Problem details:
Go through the data and count each line that has the string "Sumner". Give that count alone.

Data for the task:
###

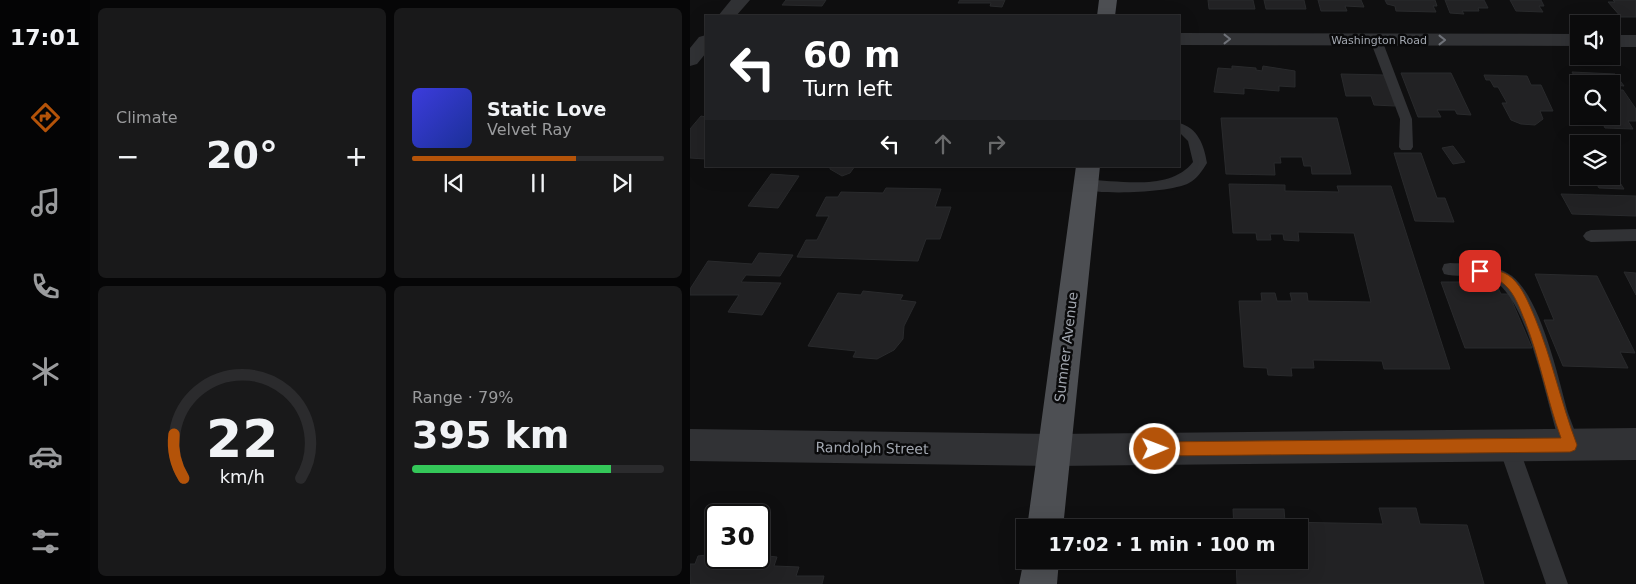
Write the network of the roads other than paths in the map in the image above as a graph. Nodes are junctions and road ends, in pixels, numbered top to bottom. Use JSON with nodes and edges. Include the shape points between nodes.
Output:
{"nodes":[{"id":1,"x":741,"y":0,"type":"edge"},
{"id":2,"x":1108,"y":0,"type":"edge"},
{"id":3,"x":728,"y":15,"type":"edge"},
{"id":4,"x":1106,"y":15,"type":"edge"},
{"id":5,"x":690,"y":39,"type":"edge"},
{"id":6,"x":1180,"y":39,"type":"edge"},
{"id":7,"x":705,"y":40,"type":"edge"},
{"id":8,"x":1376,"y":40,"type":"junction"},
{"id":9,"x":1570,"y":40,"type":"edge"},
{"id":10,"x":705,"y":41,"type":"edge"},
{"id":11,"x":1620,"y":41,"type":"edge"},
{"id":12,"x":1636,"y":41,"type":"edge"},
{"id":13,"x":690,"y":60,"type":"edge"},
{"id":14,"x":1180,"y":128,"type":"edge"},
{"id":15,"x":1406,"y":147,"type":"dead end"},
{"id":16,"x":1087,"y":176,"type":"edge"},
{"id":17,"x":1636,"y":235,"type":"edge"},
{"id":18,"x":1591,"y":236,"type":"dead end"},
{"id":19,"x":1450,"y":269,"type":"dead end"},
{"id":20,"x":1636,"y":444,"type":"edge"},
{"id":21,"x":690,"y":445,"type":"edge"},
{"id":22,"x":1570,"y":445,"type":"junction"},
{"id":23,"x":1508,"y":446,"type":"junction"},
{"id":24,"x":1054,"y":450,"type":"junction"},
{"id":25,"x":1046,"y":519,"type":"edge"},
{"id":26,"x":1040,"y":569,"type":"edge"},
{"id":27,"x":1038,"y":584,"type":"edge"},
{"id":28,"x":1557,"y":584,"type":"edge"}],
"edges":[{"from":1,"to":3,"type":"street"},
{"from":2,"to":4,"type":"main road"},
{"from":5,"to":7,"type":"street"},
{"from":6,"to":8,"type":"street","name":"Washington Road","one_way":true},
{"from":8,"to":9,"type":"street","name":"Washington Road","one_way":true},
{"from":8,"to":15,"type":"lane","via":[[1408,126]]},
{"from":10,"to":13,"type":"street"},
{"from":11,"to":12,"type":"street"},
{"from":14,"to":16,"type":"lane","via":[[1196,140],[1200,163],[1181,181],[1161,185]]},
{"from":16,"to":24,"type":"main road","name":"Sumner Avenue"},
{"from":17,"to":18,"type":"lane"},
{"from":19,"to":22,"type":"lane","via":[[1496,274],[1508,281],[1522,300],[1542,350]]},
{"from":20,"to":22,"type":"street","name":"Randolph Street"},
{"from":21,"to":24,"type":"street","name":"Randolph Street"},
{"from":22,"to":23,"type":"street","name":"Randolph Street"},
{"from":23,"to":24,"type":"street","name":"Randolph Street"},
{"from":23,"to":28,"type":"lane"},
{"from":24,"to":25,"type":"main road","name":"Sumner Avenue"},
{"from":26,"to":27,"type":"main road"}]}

###

Response area:
2